Stored data:
"""

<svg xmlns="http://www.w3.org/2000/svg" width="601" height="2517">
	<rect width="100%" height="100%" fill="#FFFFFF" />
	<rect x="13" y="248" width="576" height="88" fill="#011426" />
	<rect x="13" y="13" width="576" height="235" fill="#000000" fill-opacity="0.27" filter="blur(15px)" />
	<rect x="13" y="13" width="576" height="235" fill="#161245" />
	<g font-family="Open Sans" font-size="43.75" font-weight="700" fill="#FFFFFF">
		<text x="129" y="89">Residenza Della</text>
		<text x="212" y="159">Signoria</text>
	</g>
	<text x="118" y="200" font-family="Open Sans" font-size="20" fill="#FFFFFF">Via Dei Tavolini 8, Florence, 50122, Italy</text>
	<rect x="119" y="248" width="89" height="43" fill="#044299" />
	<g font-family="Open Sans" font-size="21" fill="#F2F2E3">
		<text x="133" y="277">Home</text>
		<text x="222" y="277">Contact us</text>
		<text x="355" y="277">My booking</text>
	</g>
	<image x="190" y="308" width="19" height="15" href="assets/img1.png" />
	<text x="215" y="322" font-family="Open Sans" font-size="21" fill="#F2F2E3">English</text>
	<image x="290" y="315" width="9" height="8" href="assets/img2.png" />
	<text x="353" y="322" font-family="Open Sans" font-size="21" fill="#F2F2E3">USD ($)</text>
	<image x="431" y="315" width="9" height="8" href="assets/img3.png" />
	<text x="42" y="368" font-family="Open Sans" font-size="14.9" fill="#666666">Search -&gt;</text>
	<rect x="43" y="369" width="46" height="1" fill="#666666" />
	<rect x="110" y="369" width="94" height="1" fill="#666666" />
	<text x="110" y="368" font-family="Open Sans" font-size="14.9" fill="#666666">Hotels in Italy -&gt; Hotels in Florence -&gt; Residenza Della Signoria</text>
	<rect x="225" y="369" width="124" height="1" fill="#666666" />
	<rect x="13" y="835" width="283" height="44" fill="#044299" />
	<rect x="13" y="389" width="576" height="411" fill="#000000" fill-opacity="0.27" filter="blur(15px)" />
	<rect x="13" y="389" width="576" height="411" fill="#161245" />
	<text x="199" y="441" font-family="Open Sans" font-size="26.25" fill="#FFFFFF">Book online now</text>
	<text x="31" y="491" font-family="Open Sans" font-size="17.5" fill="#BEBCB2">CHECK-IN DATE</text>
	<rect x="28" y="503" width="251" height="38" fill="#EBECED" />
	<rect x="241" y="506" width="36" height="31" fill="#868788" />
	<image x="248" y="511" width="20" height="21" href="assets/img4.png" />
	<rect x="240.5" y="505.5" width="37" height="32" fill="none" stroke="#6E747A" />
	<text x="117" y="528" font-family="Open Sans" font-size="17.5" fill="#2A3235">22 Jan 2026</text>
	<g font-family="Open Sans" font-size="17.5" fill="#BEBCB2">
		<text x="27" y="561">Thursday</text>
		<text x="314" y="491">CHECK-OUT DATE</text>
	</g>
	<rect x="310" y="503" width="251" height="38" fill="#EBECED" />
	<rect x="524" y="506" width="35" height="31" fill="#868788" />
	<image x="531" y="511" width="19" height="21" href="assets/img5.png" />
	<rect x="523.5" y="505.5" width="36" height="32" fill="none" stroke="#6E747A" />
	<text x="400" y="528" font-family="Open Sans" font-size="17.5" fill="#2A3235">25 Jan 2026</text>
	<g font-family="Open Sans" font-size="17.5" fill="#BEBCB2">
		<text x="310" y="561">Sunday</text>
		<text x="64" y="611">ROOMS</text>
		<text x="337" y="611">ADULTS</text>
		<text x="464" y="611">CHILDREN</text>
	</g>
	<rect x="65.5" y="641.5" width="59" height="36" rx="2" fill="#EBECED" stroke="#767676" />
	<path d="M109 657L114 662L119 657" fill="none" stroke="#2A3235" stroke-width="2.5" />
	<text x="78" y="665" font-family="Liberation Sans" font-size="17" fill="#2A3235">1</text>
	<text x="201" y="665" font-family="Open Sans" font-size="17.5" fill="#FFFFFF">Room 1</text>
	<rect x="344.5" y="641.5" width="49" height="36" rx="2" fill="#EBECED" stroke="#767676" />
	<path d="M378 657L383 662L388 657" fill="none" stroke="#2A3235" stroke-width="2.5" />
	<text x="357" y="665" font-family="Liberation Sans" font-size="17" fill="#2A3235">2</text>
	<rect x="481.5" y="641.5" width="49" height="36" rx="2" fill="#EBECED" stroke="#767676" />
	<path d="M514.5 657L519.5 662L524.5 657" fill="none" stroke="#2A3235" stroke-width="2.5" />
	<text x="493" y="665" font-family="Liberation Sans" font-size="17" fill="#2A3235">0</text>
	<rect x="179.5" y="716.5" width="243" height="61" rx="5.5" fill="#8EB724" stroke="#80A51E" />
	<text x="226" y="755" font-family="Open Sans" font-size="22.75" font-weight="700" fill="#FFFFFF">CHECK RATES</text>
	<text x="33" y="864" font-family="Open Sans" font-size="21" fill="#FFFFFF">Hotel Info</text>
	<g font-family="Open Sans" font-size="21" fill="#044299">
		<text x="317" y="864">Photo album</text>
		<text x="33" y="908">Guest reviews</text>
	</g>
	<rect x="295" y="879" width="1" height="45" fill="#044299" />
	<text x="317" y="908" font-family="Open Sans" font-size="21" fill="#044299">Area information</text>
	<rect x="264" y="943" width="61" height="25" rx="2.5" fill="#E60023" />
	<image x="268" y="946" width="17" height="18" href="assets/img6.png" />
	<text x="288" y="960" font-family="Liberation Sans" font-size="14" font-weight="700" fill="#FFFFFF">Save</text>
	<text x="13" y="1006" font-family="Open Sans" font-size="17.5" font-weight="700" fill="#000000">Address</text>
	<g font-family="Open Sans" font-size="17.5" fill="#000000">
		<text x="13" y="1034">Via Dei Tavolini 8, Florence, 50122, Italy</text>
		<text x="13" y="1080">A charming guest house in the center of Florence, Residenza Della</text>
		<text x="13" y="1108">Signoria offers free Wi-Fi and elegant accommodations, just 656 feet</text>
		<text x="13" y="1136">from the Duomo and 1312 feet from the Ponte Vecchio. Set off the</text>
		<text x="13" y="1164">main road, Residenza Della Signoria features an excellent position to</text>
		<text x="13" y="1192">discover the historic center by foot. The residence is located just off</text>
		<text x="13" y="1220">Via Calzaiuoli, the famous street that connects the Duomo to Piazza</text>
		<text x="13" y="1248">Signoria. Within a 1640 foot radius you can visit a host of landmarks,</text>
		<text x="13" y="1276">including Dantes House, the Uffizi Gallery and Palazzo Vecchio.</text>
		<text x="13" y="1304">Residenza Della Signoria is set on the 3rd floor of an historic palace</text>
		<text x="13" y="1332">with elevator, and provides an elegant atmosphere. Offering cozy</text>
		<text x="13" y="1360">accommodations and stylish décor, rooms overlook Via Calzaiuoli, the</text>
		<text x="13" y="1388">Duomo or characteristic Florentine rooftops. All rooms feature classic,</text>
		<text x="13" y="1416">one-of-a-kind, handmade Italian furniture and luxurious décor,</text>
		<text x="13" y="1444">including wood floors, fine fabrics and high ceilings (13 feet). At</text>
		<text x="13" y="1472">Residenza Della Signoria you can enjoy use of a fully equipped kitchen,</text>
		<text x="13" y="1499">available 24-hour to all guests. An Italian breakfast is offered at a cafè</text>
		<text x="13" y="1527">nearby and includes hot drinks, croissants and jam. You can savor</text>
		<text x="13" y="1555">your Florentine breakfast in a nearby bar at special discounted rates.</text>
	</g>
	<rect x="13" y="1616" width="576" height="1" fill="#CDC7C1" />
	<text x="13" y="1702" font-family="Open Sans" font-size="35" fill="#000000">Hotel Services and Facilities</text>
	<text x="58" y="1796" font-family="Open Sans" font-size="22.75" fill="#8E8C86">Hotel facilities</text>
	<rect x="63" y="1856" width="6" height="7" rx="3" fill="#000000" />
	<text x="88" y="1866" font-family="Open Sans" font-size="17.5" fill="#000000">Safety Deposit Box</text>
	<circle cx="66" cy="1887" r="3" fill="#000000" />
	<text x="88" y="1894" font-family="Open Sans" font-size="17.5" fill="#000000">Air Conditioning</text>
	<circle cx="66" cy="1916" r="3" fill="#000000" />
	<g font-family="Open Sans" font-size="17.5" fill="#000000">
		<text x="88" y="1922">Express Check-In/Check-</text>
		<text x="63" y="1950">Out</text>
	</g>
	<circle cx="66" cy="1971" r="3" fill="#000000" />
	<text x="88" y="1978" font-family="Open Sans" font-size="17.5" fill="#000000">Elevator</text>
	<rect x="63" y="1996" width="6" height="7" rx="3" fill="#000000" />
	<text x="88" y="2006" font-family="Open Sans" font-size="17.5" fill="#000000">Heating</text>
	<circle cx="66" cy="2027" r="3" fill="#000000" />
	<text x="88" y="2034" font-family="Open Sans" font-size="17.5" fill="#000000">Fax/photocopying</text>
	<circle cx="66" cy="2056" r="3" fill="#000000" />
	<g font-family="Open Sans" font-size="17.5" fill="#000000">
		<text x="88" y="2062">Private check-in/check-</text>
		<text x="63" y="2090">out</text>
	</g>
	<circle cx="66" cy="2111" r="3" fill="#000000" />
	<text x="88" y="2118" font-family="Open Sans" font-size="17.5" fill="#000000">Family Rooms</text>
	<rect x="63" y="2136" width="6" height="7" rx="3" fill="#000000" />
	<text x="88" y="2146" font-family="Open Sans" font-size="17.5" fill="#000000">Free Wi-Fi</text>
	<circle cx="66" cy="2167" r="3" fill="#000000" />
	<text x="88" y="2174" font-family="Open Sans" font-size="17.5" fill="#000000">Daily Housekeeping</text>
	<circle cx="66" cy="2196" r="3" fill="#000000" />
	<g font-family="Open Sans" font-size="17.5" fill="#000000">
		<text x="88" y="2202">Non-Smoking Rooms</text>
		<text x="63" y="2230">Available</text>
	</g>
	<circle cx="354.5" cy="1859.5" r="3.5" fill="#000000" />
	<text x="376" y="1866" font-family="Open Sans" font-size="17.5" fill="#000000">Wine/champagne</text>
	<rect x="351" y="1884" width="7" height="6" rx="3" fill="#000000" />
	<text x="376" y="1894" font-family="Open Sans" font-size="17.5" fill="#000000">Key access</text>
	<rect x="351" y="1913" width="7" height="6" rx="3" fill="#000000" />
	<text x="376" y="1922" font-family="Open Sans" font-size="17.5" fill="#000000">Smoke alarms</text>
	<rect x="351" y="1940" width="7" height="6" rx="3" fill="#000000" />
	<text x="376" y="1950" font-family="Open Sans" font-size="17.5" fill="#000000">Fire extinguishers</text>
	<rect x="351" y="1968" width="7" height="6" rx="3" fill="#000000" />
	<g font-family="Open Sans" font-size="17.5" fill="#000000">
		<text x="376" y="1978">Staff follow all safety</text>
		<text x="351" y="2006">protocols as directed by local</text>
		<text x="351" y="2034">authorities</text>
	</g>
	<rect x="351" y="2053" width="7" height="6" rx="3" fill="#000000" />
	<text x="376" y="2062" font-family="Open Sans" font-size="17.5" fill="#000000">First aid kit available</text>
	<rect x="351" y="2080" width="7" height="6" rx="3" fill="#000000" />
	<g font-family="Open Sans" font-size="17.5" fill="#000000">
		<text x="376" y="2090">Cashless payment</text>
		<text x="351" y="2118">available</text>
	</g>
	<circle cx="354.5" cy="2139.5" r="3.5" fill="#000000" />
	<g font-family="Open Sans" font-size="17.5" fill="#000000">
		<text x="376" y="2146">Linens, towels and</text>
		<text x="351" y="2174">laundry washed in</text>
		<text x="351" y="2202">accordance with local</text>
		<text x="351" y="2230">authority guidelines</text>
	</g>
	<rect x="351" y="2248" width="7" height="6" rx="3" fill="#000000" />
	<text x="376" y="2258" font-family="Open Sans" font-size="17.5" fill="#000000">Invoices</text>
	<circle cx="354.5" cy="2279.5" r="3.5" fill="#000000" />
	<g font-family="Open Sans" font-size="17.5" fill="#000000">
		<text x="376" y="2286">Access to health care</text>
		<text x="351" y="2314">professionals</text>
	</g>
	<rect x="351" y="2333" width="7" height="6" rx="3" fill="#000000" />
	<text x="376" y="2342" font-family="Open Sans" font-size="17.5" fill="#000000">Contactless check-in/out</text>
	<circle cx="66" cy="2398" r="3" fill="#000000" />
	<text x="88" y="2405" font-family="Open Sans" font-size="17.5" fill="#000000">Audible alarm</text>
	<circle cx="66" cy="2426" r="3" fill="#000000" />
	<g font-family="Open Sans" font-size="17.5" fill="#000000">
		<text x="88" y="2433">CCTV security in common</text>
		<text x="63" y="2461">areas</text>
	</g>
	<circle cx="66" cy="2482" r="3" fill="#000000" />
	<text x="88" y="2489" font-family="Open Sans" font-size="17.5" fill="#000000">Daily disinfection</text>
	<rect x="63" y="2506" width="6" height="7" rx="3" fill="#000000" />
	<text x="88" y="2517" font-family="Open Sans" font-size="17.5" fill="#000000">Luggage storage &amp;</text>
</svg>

"""

§ What the task asks
Where does the string "historic" occur in the data above? Copy every line that holds it.

§ Output of the task
		<text x="13" y="1192">discover the historic center by foot. The residence is located just off</text>
		<text x="13" y="1304">Residenza Della Signoria is set on the 3rd floor of an historic palace</text>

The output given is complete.